S. H. Washington, April 17, 1888

My dear Colonel,

    I received your’s of 14o yesterday just as I was going to town, and I must go there again this morning but have a short period at my disposal and improve it. Gen(?) Wilson is the man you mean. I hear that he resigned to go into the railroad business in the west and was at St. Louis. And I am sorry to hear that he has not been successfull. He was an Engineer officer, and was given a corps of cavalry and with it the commission of a Major-General, of course. He was a man ? to the purpose for my talk, with Chairman Townsend standing by, but he is not a member of the ? Committee nor of Congress. He and Mr. T are I am told great friends and they were leaving the committee room together.
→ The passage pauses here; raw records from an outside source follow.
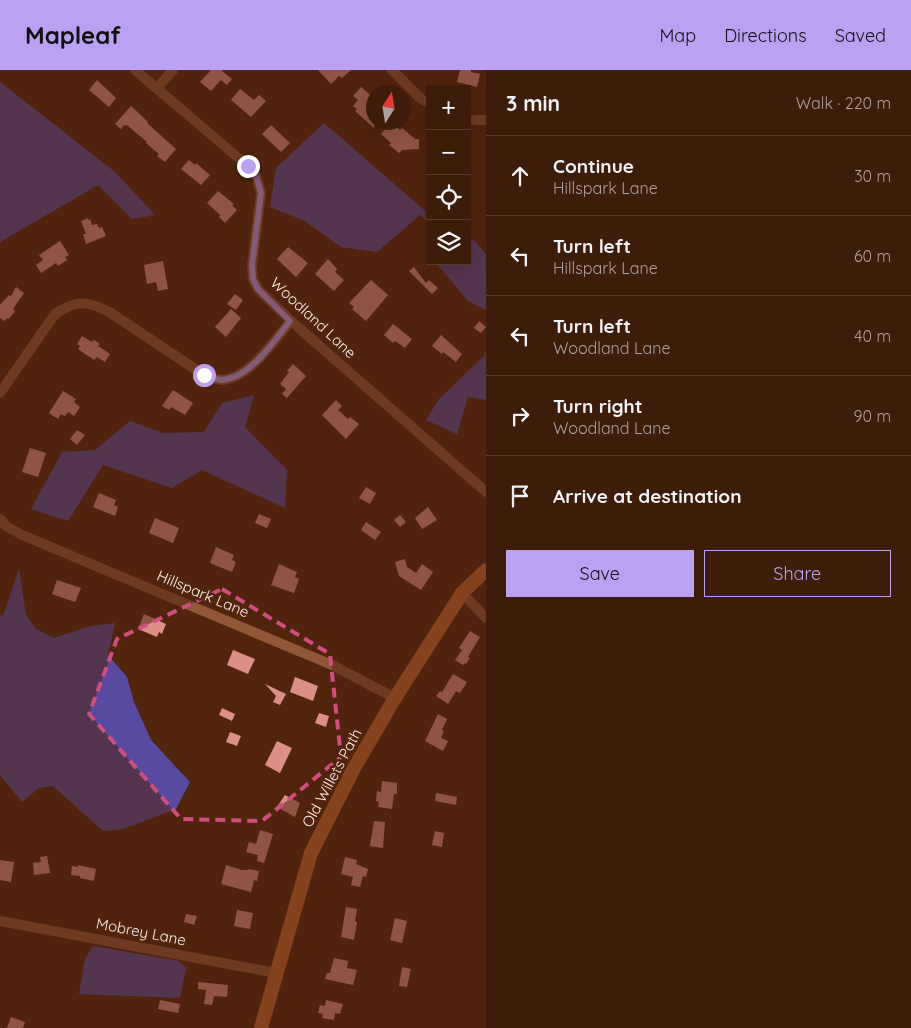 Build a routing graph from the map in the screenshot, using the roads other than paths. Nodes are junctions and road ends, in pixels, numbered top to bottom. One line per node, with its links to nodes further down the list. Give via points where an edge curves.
1 (135, 70): 4 (street, Woodland Lane)
2 (173, 70): 4 (street)
3 (392, 70): 5 (street)
4 (156, 88): 8 (street, Woodland Lane, via 256,176 261,193 253,279 258,289)
5 (426, 102)
6 (471, 120): 7 (street)
7 (486, 120)
8 (290, 321): 9 (street, via 254,364 238,376 221,380 204,375 97,306 81,302 56,314); 10 (street, Woodland Lane)
9 (0, 393)
10 (486, 492)
11 (0, 519): 15 (street, Hillspark Lane, via 22,535 332,664)
12 (486, 570): 13 (main road, Old Willets Path)
13 (462, 593): 14 (street); 15 (main road, Old Willets Path)
14 (486, 618)
15 (395, 698): 17 (main road, Old Willets Path, via 354,768 311,853)
16 (0, 920): 17 (street, Mobrey Lane)
17 (276, 973): 18 (main road, Old Willets Path)
18 (261, 1028) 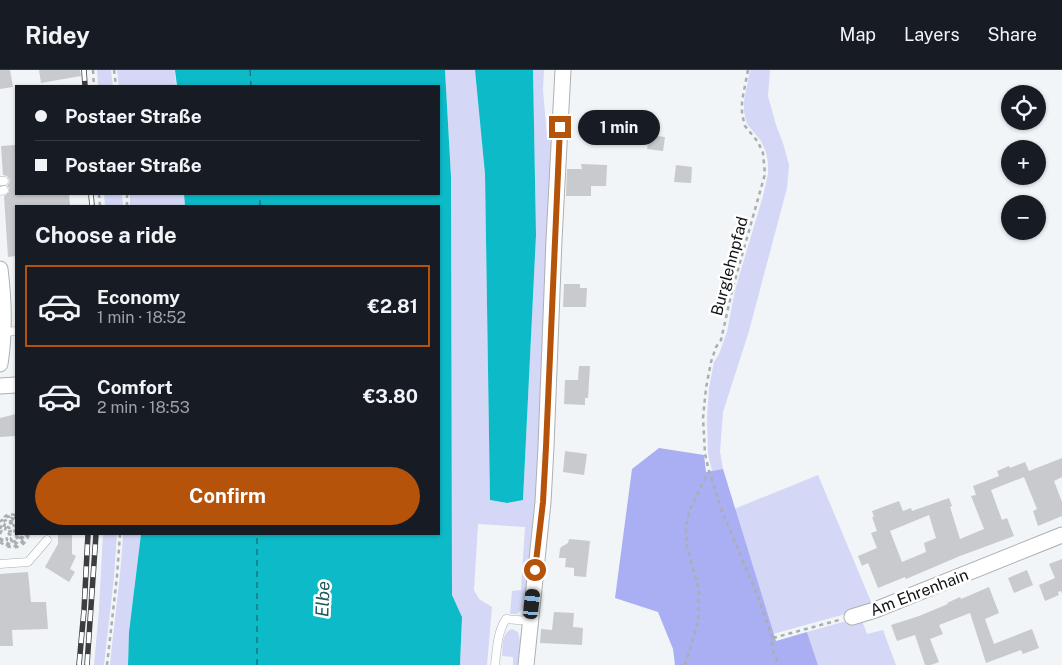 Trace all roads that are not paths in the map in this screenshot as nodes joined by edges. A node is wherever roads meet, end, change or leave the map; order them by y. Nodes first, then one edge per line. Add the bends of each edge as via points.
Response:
1 (563, 70) edge
2 (0, 269) edge
3 (10, 331) edge
4 (0, 364) edge
5 (0, 386) edge
6 (15, 386) edge
7 (1062, 535) edge
8 (48, 540) dead end
9 (0, 564) edge
10 (852, 616) road end
11 (530, 621) junction
12 (495, 665) edge
13 (526, 665) edge

1 - 11 street via 546,456
2 - 3 street
3 - 4 street
5 - 6 street
7 - 10 street, Am Ehrenhain via 875,610
8 - 9 lane via 28,562
11 - 12 lane via 506,619 497,645
11 - 13 street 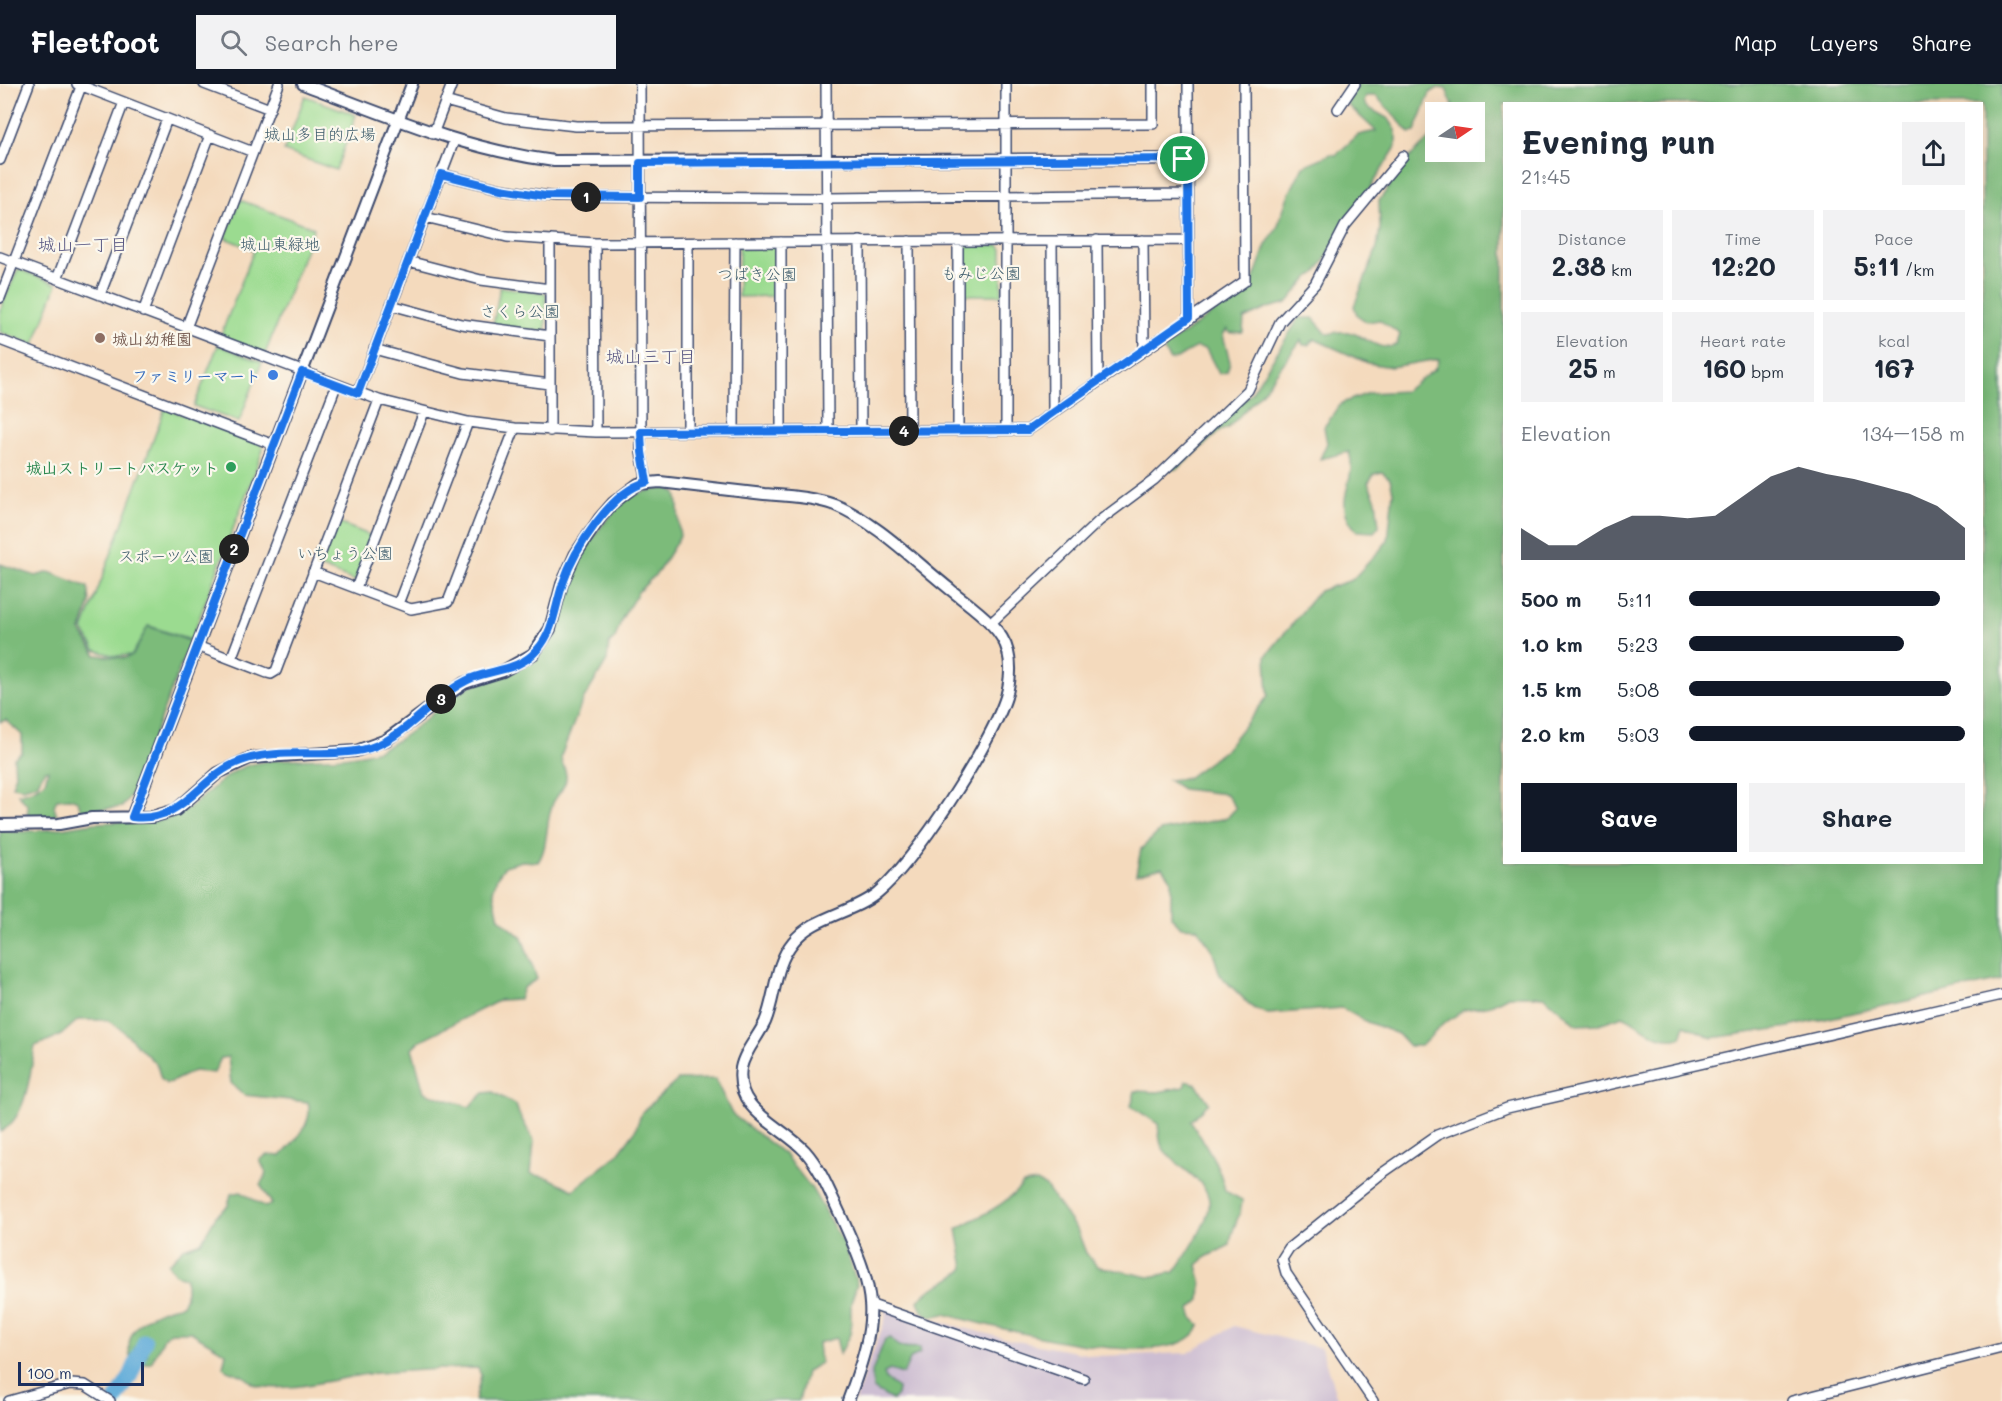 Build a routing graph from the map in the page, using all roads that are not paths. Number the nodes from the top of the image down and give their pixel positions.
1 (29, 84) edge
2 (204, 84) edge
3 (279, 84) edge
4 (303, 84) edge
5 (412, 84) edge
6 (452, 84) edge
7 (640, 84) edge
8 (826, 84) edge
9 (1006, 84) edge
10 (1154, 84) edge
11 (1188, 84) edge
12 (1244, 84) edge
13 (1355, 84) edge
14 (80, 85) edge
15 (445, 100) junction
16 (124, 102) junction
17 (270, 109) junction
18 (1338, 109) dead end
19 (167, 118) junction
20 (398, 120) junction
21 (1006, 125) junction
22 (827, 126) junction
23 (640, 127) junction
24 (433, 134) junction
25 (210, 135) junction
26 (454, 141) junction
27 (254, 152) junction
28 (1403, 156) dead end
29 (1188, 159) junction
30 (0, 160) edge
31 (1006, 160) junction
32 (827, 161) junction
33 (640, 163) junction
34 (441, 174) junction
35 (1188, 194) junction
36 (1006, 195) junction
37 (640, 197) junction
38 (827, 198) junction
39 (425, 217) junction
40 (1097, 240) junction
41 (1143, 240) junction
42 (1188, 240) junction
43 (827, 241) junction
44 (860, 241) junction
45 (909, 241) junction
46 (958, 241) junction
47 (1006, 241) junction
48 (1052, 241) junction
49 (550, 242) junction
50 (735, 242) junction
51 (781, 242) junction
52 (595, 243) junction
53 (640, 243) junction
54 (688, 243) junction
55 (0, 257) edge
56 (408, 261) junction
57 (14, 262) junction
58 (57, 279) junction
59 (550, 289) junction
60 (100, 295) junction
61 (0, 298) edge
62 (391, 305) junction
63 (143, 312) junction
64 (1189, 318) junction
65 (186, 328) junction
66 (550, 336) junction
67 (0, 340) edge
68 (374, 349) junction
69 (1144, 350) junction
70 (302, 372) junction
71 (1098, 381) junction
72 (550, 384) junction
73 (336, 386) junction
74 (358, 393) junction
75 (379, 400) junction
76 (424, 412) junction
77 (1053, 412) junction
78 (468, 422) junction
79 (514, 428) junction
80 (958, 430) junction
81 (1006, 430) junction
82 (550, 431) junction
83 (781, 431) junction
84 (828, 431) junction
85 (861, 431) junction
86 (910, 431) junction
87 (596, 432) junction
88 (641, 432) junction
89 (688, 432) junction
90 (734, 432) junction
91 (274, 445) junction
92 (647, 482) junction
93 (313, 572) junction
94 (356, 588) junction
95 (399, 604) junction
96 (990, 624) junction
97 (197, 646) junction
98 (231, 659) junction
99 (132, 817) junction
100 (0, 825) edge
101 (2002, 995) edge
102 (872, 1305) junction
103 (2002, 1348) edge
104 (1084, 1379) dead end
105 (9, 1401) edge
106 (110, 1401) edge
107 (848, 1401) edge
108 (1373, 1401) edge
109 (1792, 1401) edge

1 - 30 street
2 - 17 street
3 - 17 street
4 - 20 street
5 - 20 street
6 - 15 street
7 - 23 street
8 - 22 street
9 - 21 street
10 - 21 street
11 - 29 street
12 - 64 street
13 - 18 street
14 - 16 street
14 - 57 street
15 - 23 street
15 - 24 street
16 - 19 street
16 - 58 street
17 - 27 street
19 - 25 street
19 - 60 street
20 - 24 street
20 - 70 street
21 - 22 street
21 - 31 street
22 - 23 street
22 - 32 street
23 - 33 street
24 - 26 street
25 - 27 street
25 - 63 street
26 - 33 street
26 - 34 street
27 - 65 street
28 - 96 street
29 - 31 street
29 - 35 street
31 - 32 street
31 - 36 street
32 - 33 street
32 - 38 street
33 - 37 street
34 - 37 street
34 - 39 street
35 - 36 street
35 - 42 street
36 - 38 street
36 - 47 street
37 - 38 street
37 - 53 street
38 - 43 street
39 - 49 street
39 - 56 street
40 - 41 street
40 - 48 street
40 - 71 street
41 - 42 street
41 - 69 street
42 - 64 street
43 - 44 street
43 - 51 street
43 - 84 street
44 - 45 street
44 - 85 street
45 - 46 street
45 - 86 street
46 - 47 street
46 - 80 street
47 - 48 street
47 - 81 street
48 - 77 street
49 - 52 street
49 - 59 street
50 - 51 street
50 - 54 street
50 - 90 street
51 - 83 street
52 - 53 street
52 - 87 street
53 - 54 street
53 - 88 street
54 - 89 street
55 - 57 street
56 - 59 street
56 - 62 street
57 - 58 street
57 - 61 street
58 - 60 street
59 - 66 street
60 - 63 street
62 - 66 street
62 - 68 street
63 - 65 street
64 - 69 street
65 - 70 street
66 - 72 street
67 - 91 street
68 - 72 street
68 - 74 street
69 - 71 street
70 - 73 street
70 - 91 street
71 - 77 street
72 - 82 street
73 - 74 street
73 - 98 street
74 - 75 street
75 - 76 street
75 - 93 street
76 - 78 street
76 - 94 street
77 - 81 street
78 - 79 street
78 - 95 street
79 - 82 street
79 - 95 street
80 - 81 street
80 - 86 street
82 - 87 street
83 - 84 street
83 - 90 street
84 - 85 street
85 - 86 street
87 - 88 street
88 - 89 street
88 - 92 street
89 - 90 street
91 - 97 street
92 - 96 street
92 - 99 street
93 - 94 street
93 - 98 street
94 - 95 street
96 - 102 street
97 - 98 street
97 - 99 street
99 - 100 street
101 - 108 street
102 - 104 street
102 - 107 street
103 - 109 street
105 - 106 street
It so happened that there was some similarity in his case and Warren’s - both Engineers, both given a corps command - one of infantry the other of cavalry - and Warrens rank by its date needs to show that it was for engineer service, therefore it was that, saying what I did to him must if he has any insight, have shown to Townsend


the exact bearings of the case, which if Wilson saw and appreciate, and he seemed to do so, would make the whole matter of easy explanation by him to Mr. Townsend.

    Yes: I would have been very glad to receive whilst on the active list the rank of brigadier - it would have been perfectly satisfactory, - and I would not have asked for higher position on the retired list, - for there were but few such commissions, only six, in the Army. And it would have been a full recognition both of my own service and the services of my arm - at least it would have been a proper acknowledgement for you must remember that Barry is dead, - that no other artillery officer - except Brannan in a western army and for a short period, temporarily held such position. After Gettysburg, the President as the reward for Gettsyburg made Meade a brigadier in the army, the very first vacancy that occured - this was all he could do at the time. And it would have been simply absurd in (The following was crossed out in the original text: him) (The following was inserted above this sentence: Meade) to decline it. It was all that the president could give, at the time and it was not for Meade to decline it. So I would not have declined (The following was crossed out in the original text: the) it, (The following was inserted above this sentence and crossed out in the original text: and) even


as late as 1883. After nearly twenty years waiting and seeing my juniors in length of service continually promoted to it over my head, Terry for Fort Fisher, Howard for his piety, Mackenzie for cmnd a cavalry brigade in the last year of the war and this ? additional reward of a leap from Capt of Engr to Col of infantry, conferred in 1867. A brigadiership then with the correspondant position on the retired list would have been all nice enough, and I would have accepted with thanks: but after retirement an act passed congress to give me as a measure of my services, and necessarily in recognition of artilley service for I knew no other. The rank of Maj-Genl, which by two commissions(?) (Inserted above this sentence: in vol and regular services) of that grade by brevet the president had stated that I had (The following was crossed out in the original text: gained) (Inserted above this sentence: earned). You know how I lost that. Well now. Here is a bill with half a dozen ‘whereas’s’ that I had earned the rank, that I had in war and peace exercised it, for the government for seven years with out (Inserted above this sentence: receiving) any of its pay or benefits, that I was exercising it when retired, and therefore, . . . . I should be rated as a brigadier, on the retired list.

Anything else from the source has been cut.